Si un cuerpo extraño ha penetrado en el ojo, el oftalmólogo tiene que examinarlo lo antes posible. Para detectar tanto abrasiones corneales como cuerpos extraños, se realiza un examen ocular empleando gotas oftálmicas que contienen colorante que brilla cuando se expone a una luz particular (fluoresceína) y una lámpara de hendidura (ver ver Exploración de los ojos : Exploración con lámpara de hendidura). El colorante y la lámpara de hendidura hacen visible cualquier pérdida de líquido intraocular, por pequeña que sea, así como cualquier marca de punción o incisión. Cualquier cuerpo extraño alojado en la parte exterior del globo ocular debe ser extraído. Si después del examen se sospecha la existencia de un cuerpo extraño intraocular, se debe realizar una prueba de diagnóstico por la imagen con tomografía computarizada (TC).

Prevención y tratamiento

Los individuos que tienen ciertas profesiones o aficiones, particularmente quienes utilizan afiladoras, taladros, sierras, o martillos, deben emplear protección ocular (pantallas faciales o gafas de seguridad) con el fin de evitar los cuerpos extraños intraoculares y otras lesiones oculares.

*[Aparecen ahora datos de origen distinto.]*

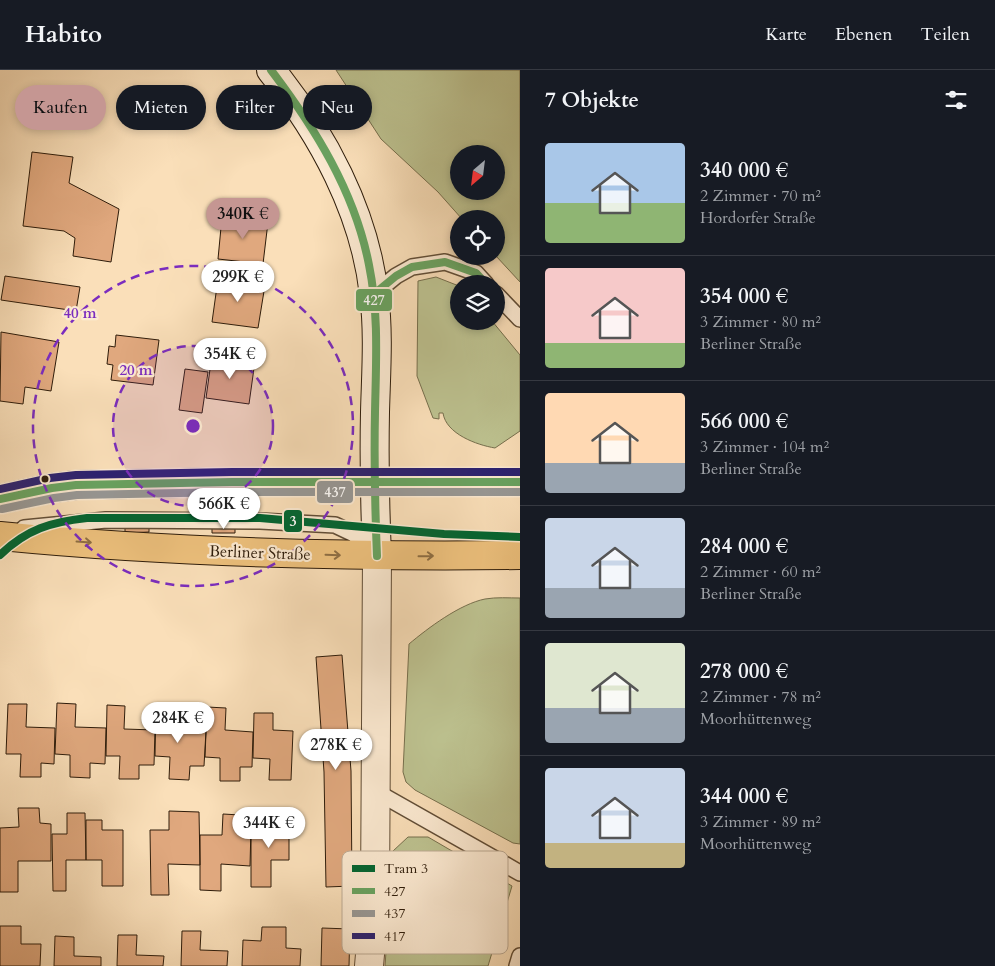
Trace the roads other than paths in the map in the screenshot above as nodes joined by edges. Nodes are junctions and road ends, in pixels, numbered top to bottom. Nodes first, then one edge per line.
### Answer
1 (271, 70) edge
2 (478, 275) edge
3 (374, 294) junction
4 (505, 303) edge
5 (520, 319) edge
6 (375, 482) junction
7 (520, 482) edge
8 (0, 499) edge
9 (0, 529) edge
10 (0, 536) edge
11 (520, 555) edge
12 (378, 556) junction
13 (375, 791) junction
14 (375, 851) edge
15 (481, 851) edge
16 (508, 866) edge
17 (520, 873) edge
18 (520, 956) edge
19 (517, 966) edge

1 - 3 main road
2 - 3 lane
3 - 6 main road
4 - 5 lane
6 - 7 main road
6 - 8 main road
6 - 12 main road
9 - 12 lane
10 -> 12 main road, Berliner Straße
12 -> 11 main road, Berliner Straße
12 - 13 main road
13 - 14 main road
13 - 15 lane
16 - 17 lane
18 - 19 lane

Se administran por vía intravenosa antibióticos como la ceftazidima y la vancomicina. Si es necesario, deben controlarse los vómitos utilizando fármacos para el tratamiento de las náuseas. Para evitar que cualquier presión no intencionada pueda agravar la lesión ocular, se adhiere un parche protector que tape el ojo (puede ser tanto un producto comercial como uno fabricado con la parte inferior de un vaso de papel). El cuerpo extraño debe ser extraído por un oftalmólogo lo antes posible. La extracción precoz reduce el riesgo de infección. En algunas ocasiones es necesaria una intervención quirúrgica para extraerlo.